Title :
Fault detection for a class of non-linear networked control systems in the presence of Markov sensors assignment with partially known transition probabilities
Author :
Yanqian Wang ; Junwei Lu ; Ze Li ; Yuming Chu
Author_Institution :
Sch. of Autom., Nanjing Univ. of Sci. & Technol., Nanjing, China
Abstract :
In this study, the problem of fault detection for a class of discrete-time non-linear networked control systems is investigated. An event modelled as a Markov chain taking matrix values in a certain set with partially known transition probabilities is utilised to characterise the phenomenon of the sensors assignment. A full-order mode-dependent fault detection filter is constructed and the corresponding fault detection problem is converted into an H∞ filtering problem of a Markov jump system with partially known transition probabilities.
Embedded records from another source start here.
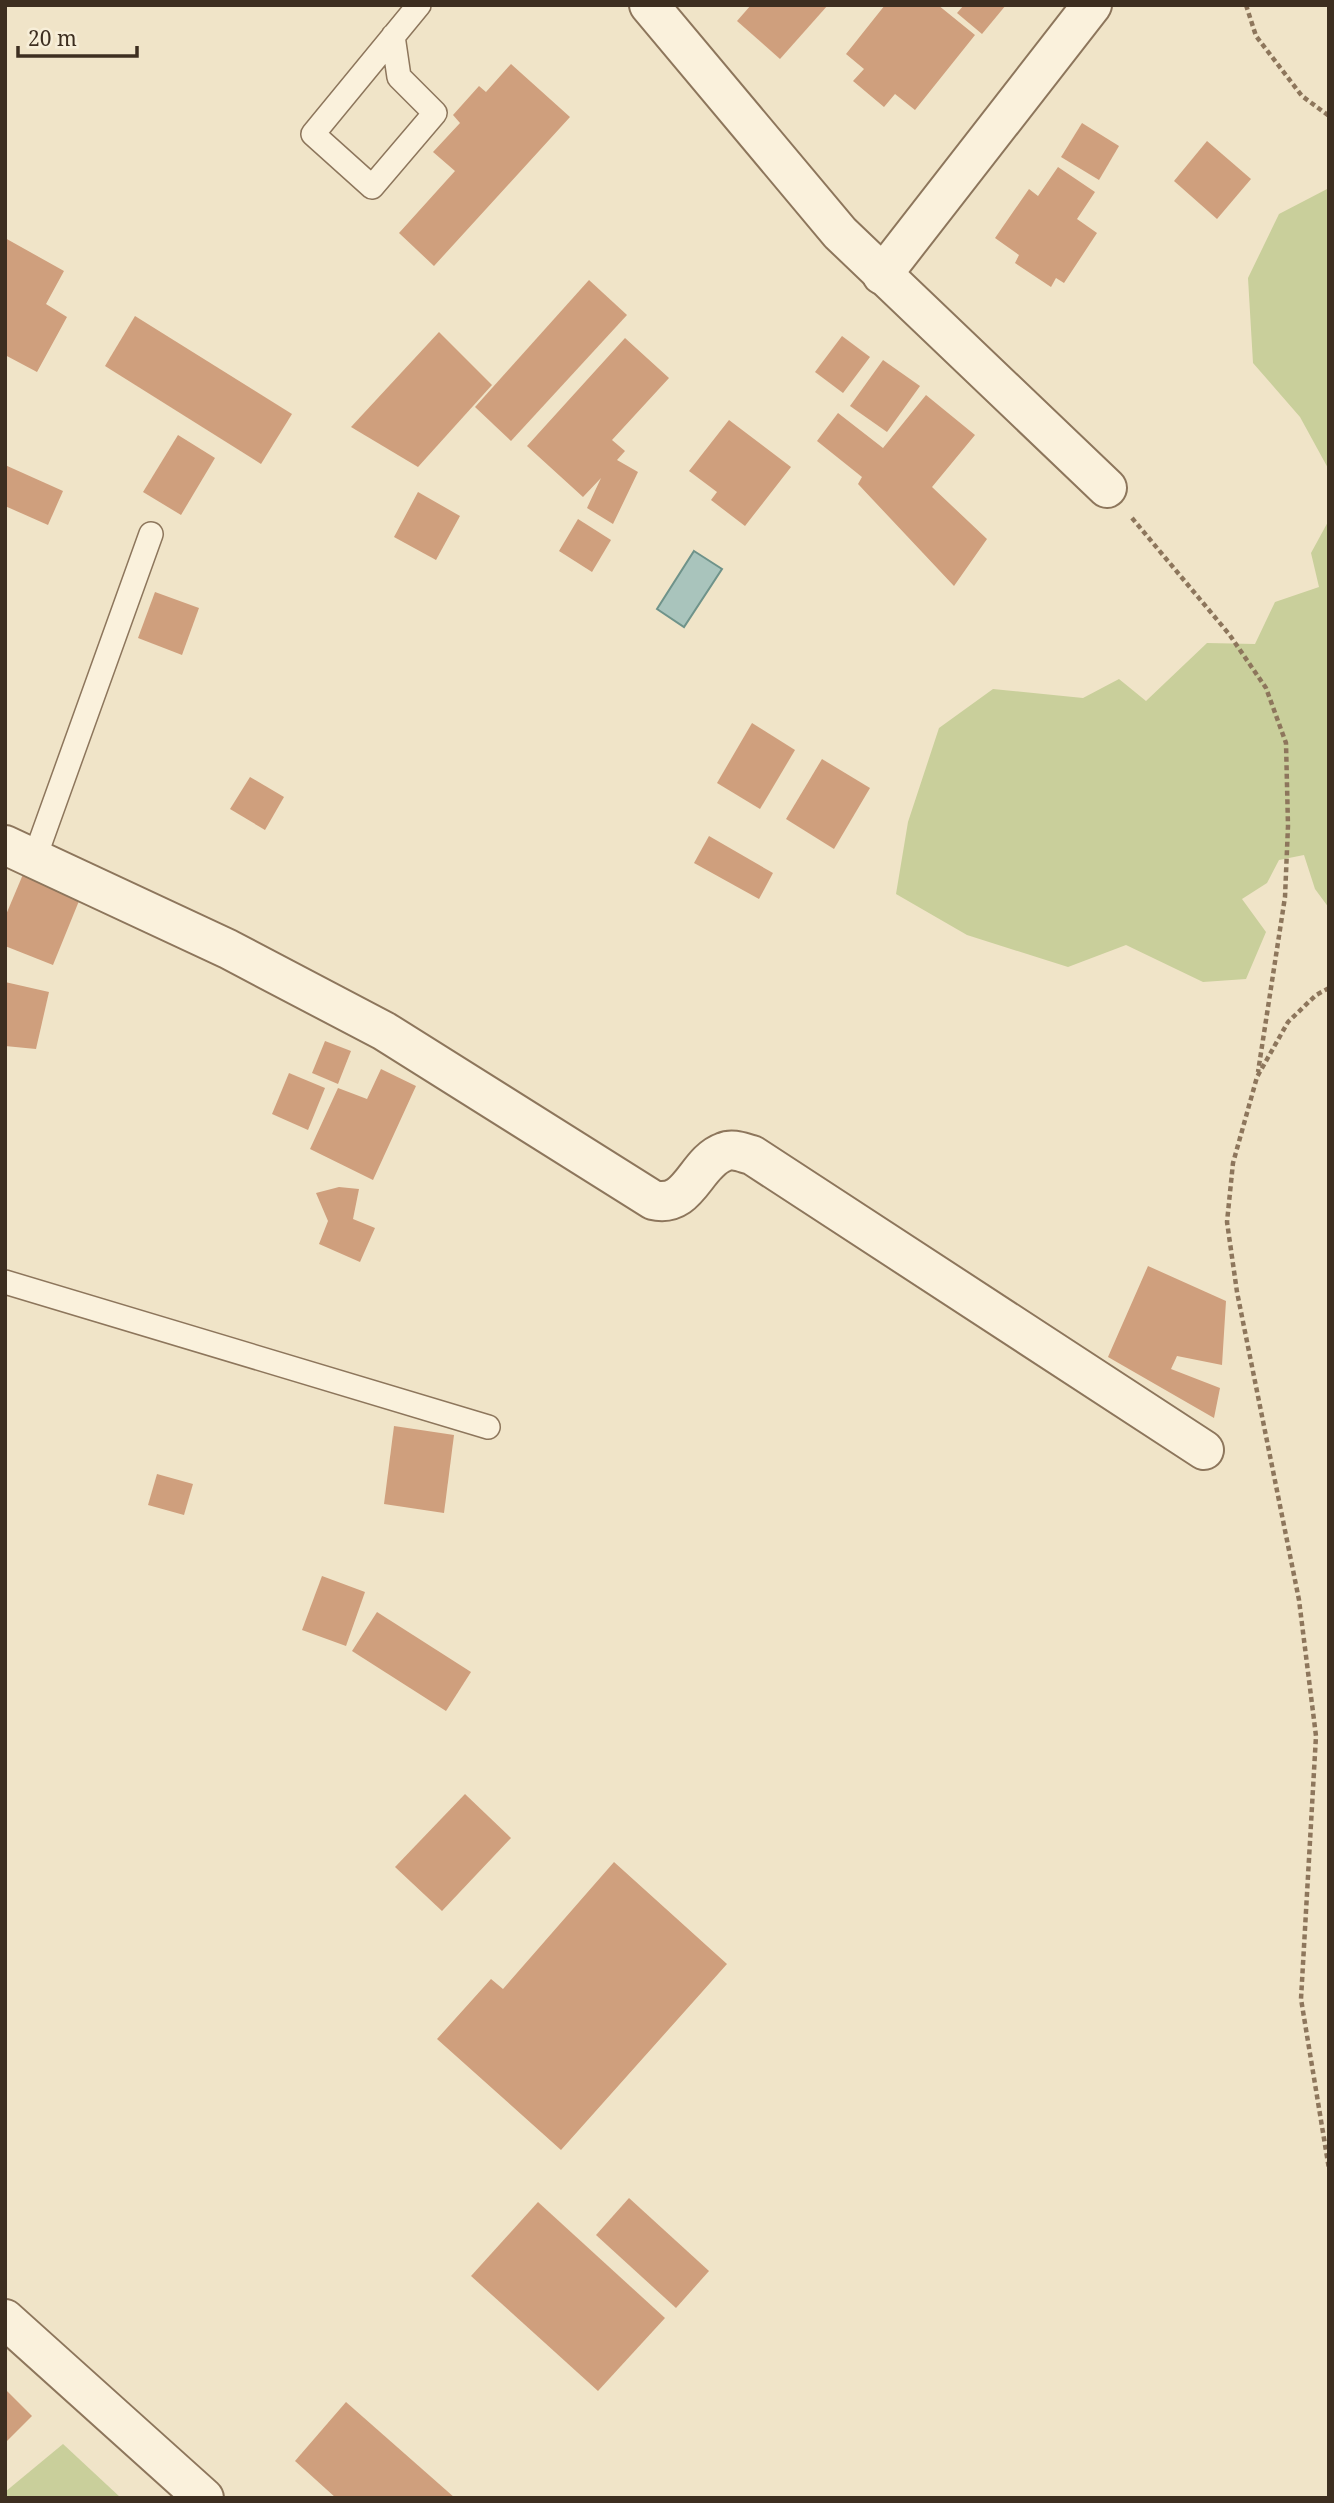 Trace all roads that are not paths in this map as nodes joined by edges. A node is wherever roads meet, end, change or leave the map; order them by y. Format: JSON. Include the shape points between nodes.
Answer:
{"nodes":[{"id":1,"x":419,"y":5,"type":"edge"},
{"id":2,"x":649,"y":5,"type":"edge"},
{"id":3,"x":1092,"y":5,"type":"edge"},
{"id":4,"x":393,"y":36,"type":"junction"},
{"id":5,"x":882,"y":275,"type":"junction"},
{"id":6,"x":1107,"y":488,"type":"road end"},
{"id":7,"x":151,"y":534,"type":"dead end"},
{"id":8,"x":20,"y":851,"type":"edge"},
{"id":9,"x":5,"y":1282,"type":"edge"},
{"id":10,"x":488,"y":1427,"type":"dead end"},
{"id":11,"x":1204,"y":1450,"type":"dead end"},
{"id":12,"x":5,"y":2319,"type":"edge"},
{"id":13,"x":204,"y":2498,"type":"edge"}],
"edges":[{"from":1,"to":4,"type":"lane"},
{"from":2,"to":5,"type":"street","via":[[840,233]]},
{"from":3,"to":5,"type":"street"},
{"from":4,"to":4,"type":"lane","via":[[399,77],[435,113],[372,187],[313,134]]},
{"from":5,"to":6,"type":"street"},
{"from":7,"to":8,"type":"lane"},
{"from":8,"to":11,"type":"street","via":[[228,949],[384,1031],[653,1200],[665,1203],[676,1199],[723,1152],[752,1155]]},
{"from":9,"to":10,"type":"lane"},
{"from":12,"to":13,"type":"street"}]}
Sufficient conditions for the existence of the fault detection filter are formulated as a linear matrix inequality-based convex optimisation problem. If the convex optimisation problem has a feasible solution, the corresponding fault detection filter parameters are determined. A numerical example with four cases of transition probability matrices is presented to show the usefulness of the developed method.
Keywords :
H∞ filters; Markov processes; convex programming; discrete time systems; linear matrix inequalities; multivariable control systems; networked control systems; nonlinear control systems; probability; H∞ filtering problem; Markov chain; Markov jump system; Markov sensors assignment; convex optimisation problem; discrete time nonlinear networked control systems; fault detection filter; linear matrix inequality; matrix values; nonlinear networked control systems; sensors assignment; transition probabilities;
Journal_Title :
Control Theory & Applications, IET
DOI :
10.1049/iet-cta.2013.0802